Approaching Fair Isle.

Fair Isle

Not may boats get to sail to this area and here, one can really experience the benefits of a boat like a Hallberg-Rassy: The insulated hull, the three heaters, the hardtop and the pushbutton-sailing allows us to sail this remoteness in safety, comfort and style. 

Orkney is true viking country, with a huge history from the wars (Scapa Flow!).


Pre-historic Orkney

The radio museum, Kirkwall, Orkney


From more recent date (1798) is the Highland Park distillery, for many a must when calling into Kirkwall.


A bottle of Highland Park on the pricy side. But then again, the year it was born must have been extraordinary… :-)

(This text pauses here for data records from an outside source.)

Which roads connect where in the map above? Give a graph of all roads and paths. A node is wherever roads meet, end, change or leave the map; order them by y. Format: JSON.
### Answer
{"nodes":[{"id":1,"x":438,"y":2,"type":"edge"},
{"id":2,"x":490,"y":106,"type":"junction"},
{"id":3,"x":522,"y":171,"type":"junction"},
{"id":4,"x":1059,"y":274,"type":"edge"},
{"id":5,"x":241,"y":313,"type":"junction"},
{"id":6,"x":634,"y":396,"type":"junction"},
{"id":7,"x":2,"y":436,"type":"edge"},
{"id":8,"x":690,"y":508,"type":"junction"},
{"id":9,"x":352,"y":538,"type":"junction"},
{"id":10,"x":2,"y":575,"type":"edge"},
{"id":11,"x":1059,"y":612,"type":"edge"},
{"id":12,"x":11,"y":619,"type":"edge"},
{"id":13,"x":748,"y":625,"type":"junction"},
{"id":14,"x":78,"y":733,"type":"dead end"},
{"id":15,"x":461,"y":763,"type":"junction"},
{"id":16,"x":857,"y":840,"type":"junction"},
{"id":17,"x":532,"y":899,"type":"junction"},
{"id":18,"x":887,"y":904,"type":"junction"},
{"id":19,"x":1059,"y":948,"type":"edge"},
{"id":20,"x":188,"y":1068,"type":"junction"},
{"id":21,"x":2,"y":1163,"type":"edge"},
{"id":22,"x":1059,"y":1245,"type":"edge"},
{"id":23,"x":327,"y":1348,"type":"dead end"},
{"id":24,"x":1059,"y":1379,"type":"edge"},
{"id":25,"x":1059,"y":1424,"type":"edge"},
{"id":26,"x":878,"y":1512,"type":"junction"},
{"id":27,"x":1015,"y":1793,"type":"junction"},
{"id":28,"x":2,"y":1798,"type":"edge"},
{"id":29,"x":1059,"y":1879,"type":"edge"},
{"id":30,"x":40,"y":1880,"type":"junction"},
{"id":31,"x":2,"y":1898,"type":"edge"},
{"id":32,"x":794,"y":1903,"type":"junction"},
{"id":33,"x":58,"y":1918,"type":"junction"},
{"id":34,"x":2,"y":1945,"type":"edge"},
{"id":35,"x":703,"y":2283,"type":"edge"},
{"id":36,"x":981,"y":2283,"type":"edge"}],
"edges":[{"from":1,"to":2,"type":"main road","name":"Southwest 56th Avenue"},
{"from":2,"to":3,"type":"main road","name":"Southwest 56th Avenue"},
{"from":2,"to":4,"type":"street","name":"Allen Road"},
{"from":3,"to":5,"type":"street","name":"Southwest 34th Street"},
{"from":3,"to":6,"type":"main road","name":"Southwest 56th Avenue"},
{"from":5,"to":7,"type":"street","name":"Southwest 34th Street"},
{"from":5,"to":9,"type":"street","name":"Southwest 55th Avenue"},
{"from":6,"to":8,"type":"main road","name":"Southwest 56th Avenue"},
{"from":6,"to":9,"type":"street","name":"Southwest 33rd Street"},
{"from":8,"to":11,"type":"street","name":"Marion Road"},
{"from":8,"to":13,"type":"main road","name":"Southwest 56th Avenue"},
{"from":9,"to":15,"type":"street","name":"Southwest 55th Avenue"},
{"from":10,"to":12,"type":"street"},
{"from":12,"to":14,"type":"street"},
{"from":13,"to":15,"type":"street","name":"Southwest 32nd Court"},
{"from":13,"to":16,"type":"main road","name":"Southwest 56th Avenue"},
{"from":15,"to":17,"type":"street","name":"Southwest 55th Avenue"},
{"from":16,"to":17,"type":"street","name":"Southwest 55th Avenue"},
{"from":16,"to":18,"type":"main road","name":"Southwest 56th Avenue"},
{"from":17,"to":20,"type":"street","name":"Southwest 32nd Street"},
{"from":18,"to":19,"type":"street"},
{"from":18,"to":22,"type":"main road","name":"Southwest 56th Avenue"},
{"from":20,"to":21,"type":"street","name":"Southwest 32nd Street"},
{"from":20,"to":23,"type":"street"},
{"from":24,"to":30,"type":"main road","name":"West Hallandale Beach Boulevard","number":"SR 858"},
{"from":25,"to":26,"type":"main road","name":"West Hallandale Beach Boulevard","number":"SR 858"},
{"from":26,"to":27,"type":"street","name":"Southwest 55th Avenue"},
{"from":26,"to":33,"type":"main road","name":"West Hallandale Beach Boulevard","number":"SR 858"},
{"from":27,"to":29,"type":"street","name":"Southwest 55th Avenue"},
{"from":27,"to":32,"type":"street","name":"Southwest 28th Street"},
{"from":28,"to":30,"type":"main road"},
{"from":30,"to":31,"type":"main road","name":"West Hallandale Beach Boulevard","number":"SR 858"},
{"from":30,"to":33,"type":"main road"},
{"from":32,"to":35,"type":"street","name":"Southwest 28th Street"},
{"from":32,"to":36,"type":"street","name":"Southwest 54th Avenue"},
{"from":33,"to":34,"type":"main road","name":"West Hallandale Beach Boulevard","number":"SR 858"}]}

Highland Park is one of the very few (I believe there is only one more) still malting by hand by themselves.

Peat fire burning at Highland Park. How many distilleries still do this? I know of only one more in the entire world.

The four distills at Highland Park. “Probably the best spirit in the world” as they claim. There might be one or two others, who could claim the same. One of my favourites for pre-dinner enjoyment is Scapa, just a few kilometres from Highland Park away.

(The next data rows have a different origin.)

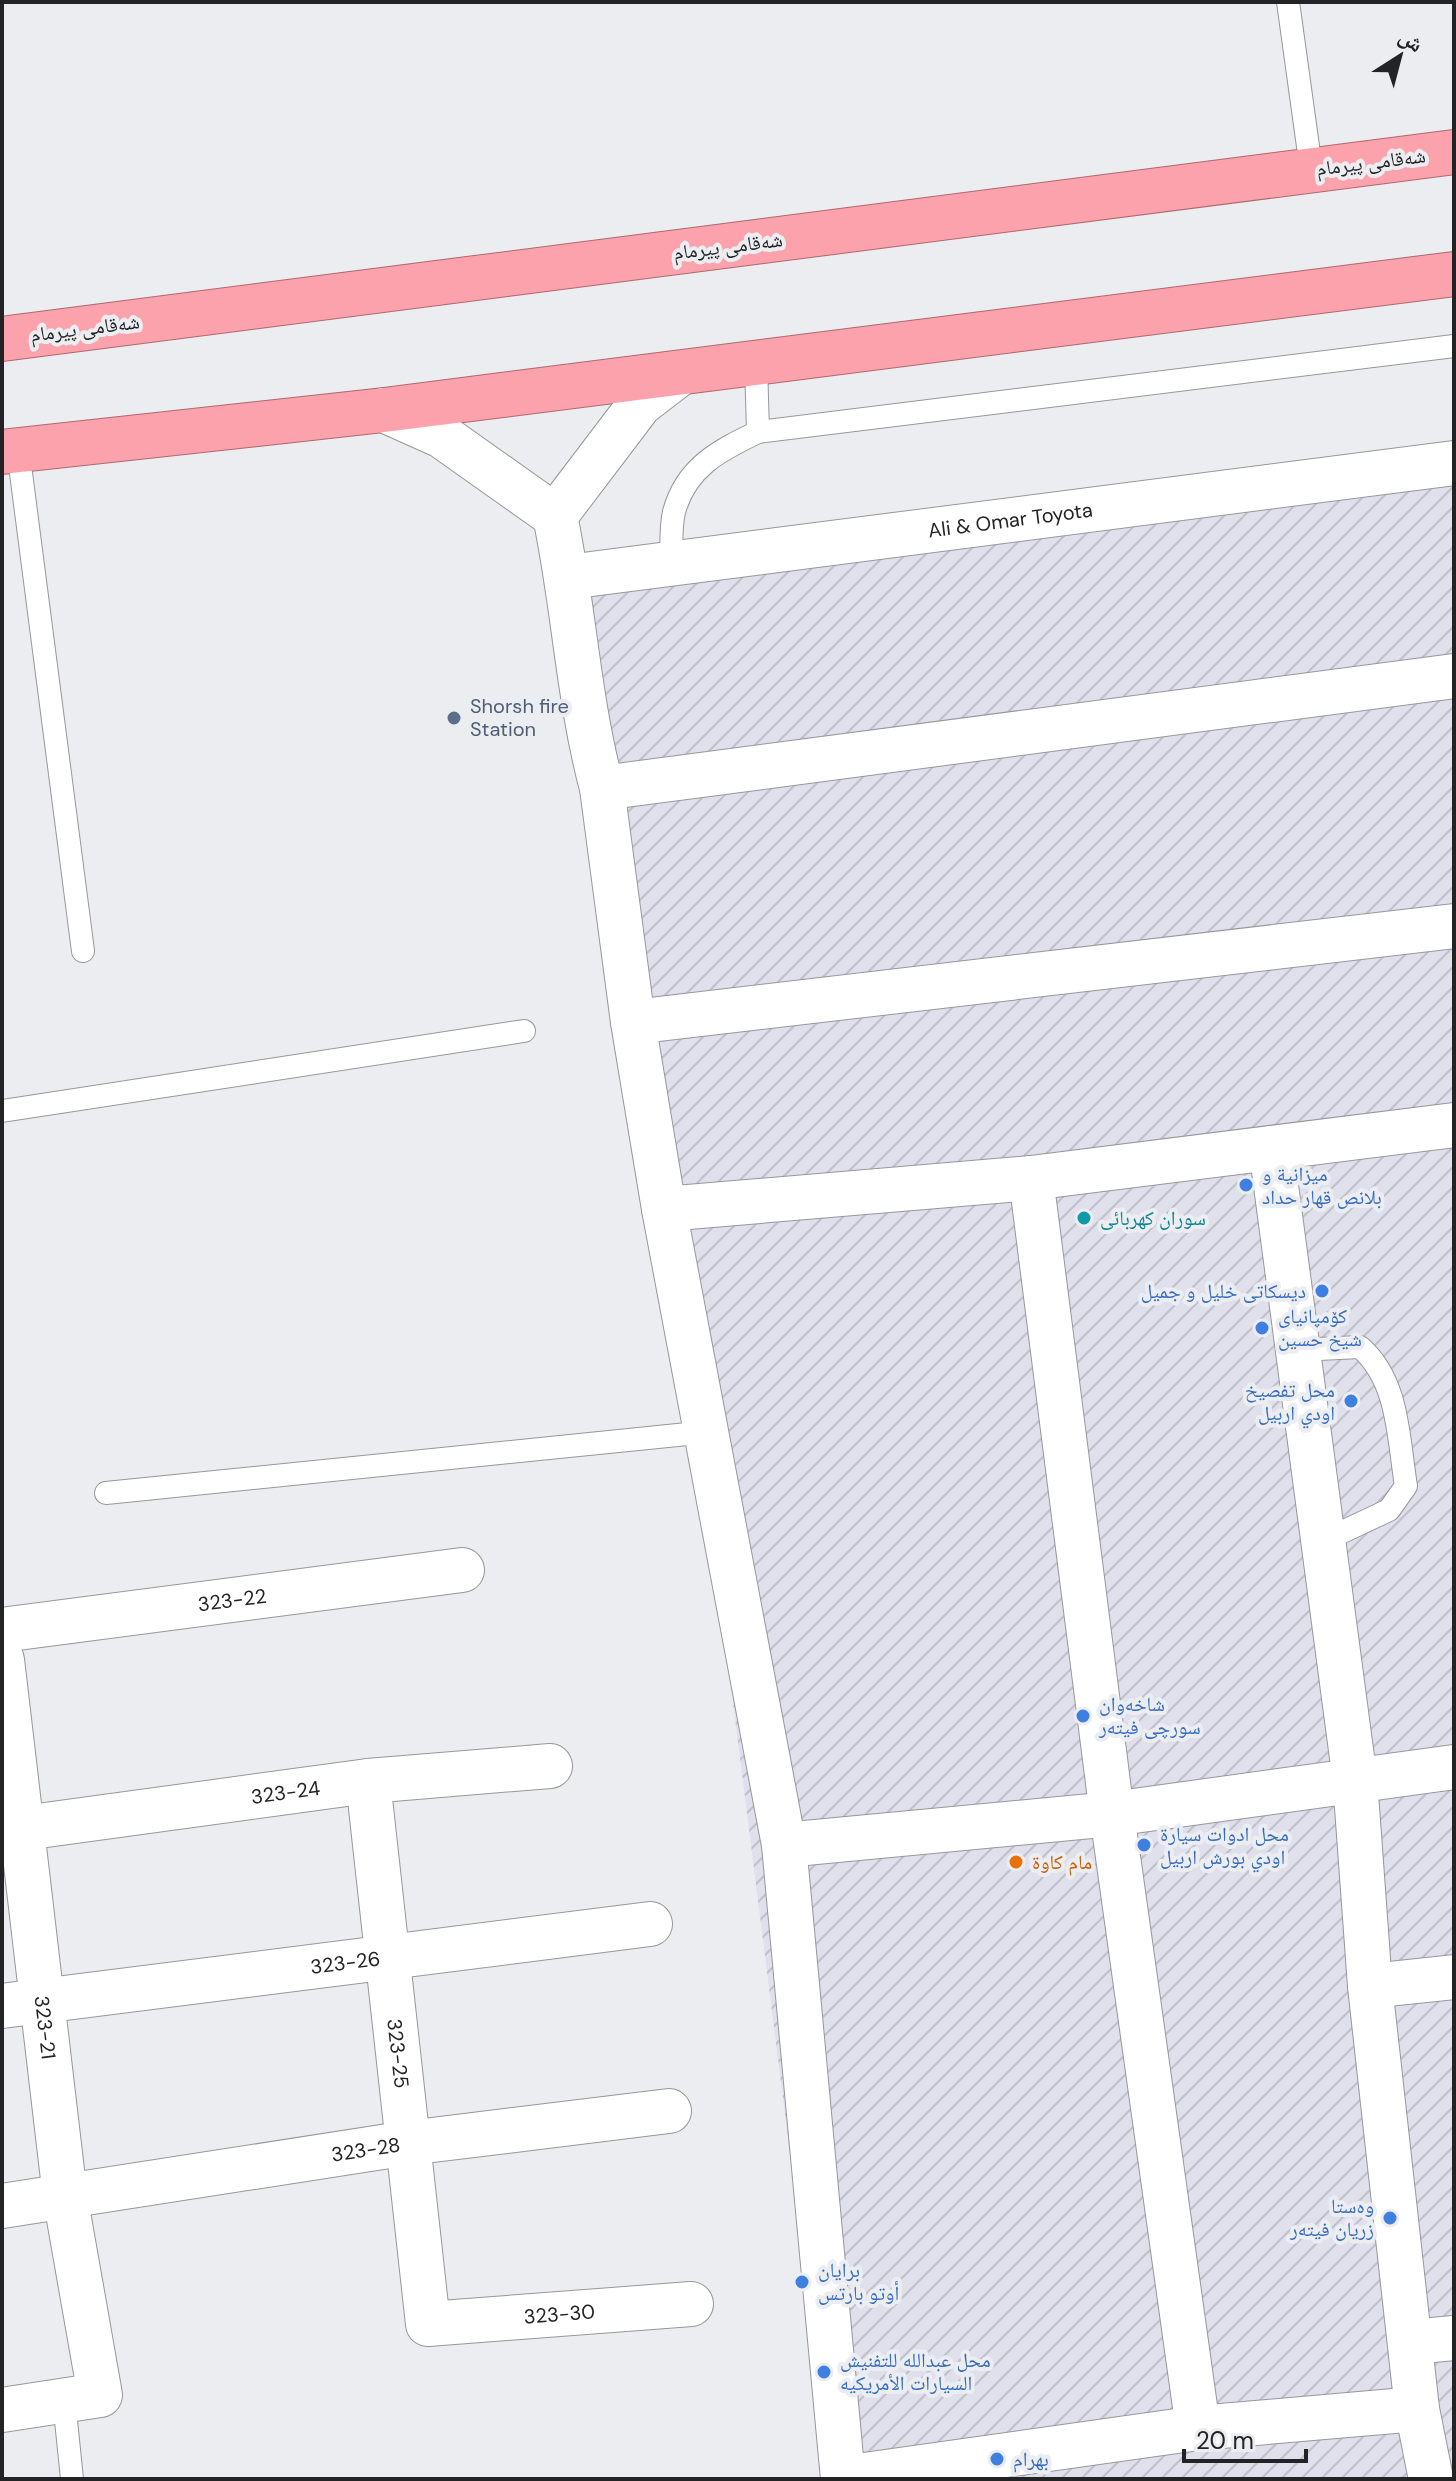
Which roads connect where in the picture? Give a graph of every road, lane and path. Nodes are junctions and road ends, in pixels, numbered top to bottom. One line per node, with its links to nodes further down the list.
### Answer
1 (1288, 2): 3 (lane)
2 (1454, 152): 3 (highway, شەقامی پیرمام)
3 (1311, 168): 5 (highway, شەقامی پیرمام)
4 (1454, 274): 7 (highway)
5 (2, 339)
6 (1454, 346): 10 (lane)
7 (756, 363): 8 (highway); 10 (lane)
8 (679, 374): 9 (highway); 13 (street)
9 (384, 410): 11 (highway); 13 (street)
10 (758, 432): 14 (lane)
11 (10, 451): 19 (lane)
12 (1454, 463): 14 (street, Ali & Omar Toyota)
13 (555, 516): 15 (street)
14 (671, 564): 15 (street, Ali & Omar Toyota)
15 (568, 577): 17 (street)
16 (1454, 676): 17 (street)
17 (602, 788): 20 (street)
18 (1454, 926): 20 (street)
19 (83, 951)
20 (633, 1022): 26 (street)
21 (524, 1031): 22 (lane)
22 (2, 1111)
23 (1454, 1125): 24 (street)
24 (1271, 1148): 25 (street); 27 (street)
25 (1031, 1178): 26 (street); 38 (street)
26 (664, 1209): 28 (street)
27 (1298, 1350): 30 (street); 30 (lane)
28 (707, 1432): 29 (lane); 40 (street)
29 (106, 1493)
30 (1323, 1541): 36 (street)
31 (462, 1570): 32 (street, 323-22)
32 (2, 1630)
33 (2, 1660): 39 (street, 323-21)
34 (550, 1766): 37 (street, 323-24)
35 (1454, 1767): 36 (street)
36 (1355, 1780): 38 (street); 44 (street)
37 (368, 1781): 39 (street, 323-24); 42 (street, 323-25)
38 (1112, 1814): 40 (street); 57 (street)
39 (12, 1829): 45 (street, 323-21)
40 (784, 1845): 58 (street)
41 (650, 1924): 42 (street, 323-26)
42 (387, 1956): 45 (street, 323-26); 47 (street, 323-25)
43 (1454, 1977): 44 (street)
44 (1370, 1986): 53 (street)
45 (22, 2002): 48 (street, 323-21)
46 (669, 2111): 47 (street, 323-28)
47 (408, 2143): 48 (street, 323-28); 51 (street, 323-25)
48 (65, 2196): 49 (street, 323-28); 54 (street, 323-21)
49 (2, 2206)
50 (691, 2304): 51 (street, 323-30)
51 (428, 2324)
52 (1454, 2338): 53 (street)
53 (1410, 2342): 55 (street)
54 (82, 2398): 56 (street); 59 (lane)
55 (1417, 2409): 57 (street); 60 (street)
56 (2, 2410)
57 (1198, 2428): 58 (street)
58 (843, 2478)
59 (72, 2479)
60 (1431, 2479)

Highland Park is one of the very few distilleries where the ware house is still adjacent to the distills. The salty sea water is constantly embracing these barrels, giving the special taste to this extraordinary whisky.

Despite the fact that it is just a short daysails from Orkney to Fair Isle, the crossing can be challenging, nevertheless. After all, we are far up north around latitude 60 deg N. Once in Fair Isle, we can visit Hollie who is knitting true Fair Isle Sweaters! See my article on Fair Isle here.


Meeting Hollie for the fist time. It’s a joy to hear her laugh each time I see her on Fair Isle!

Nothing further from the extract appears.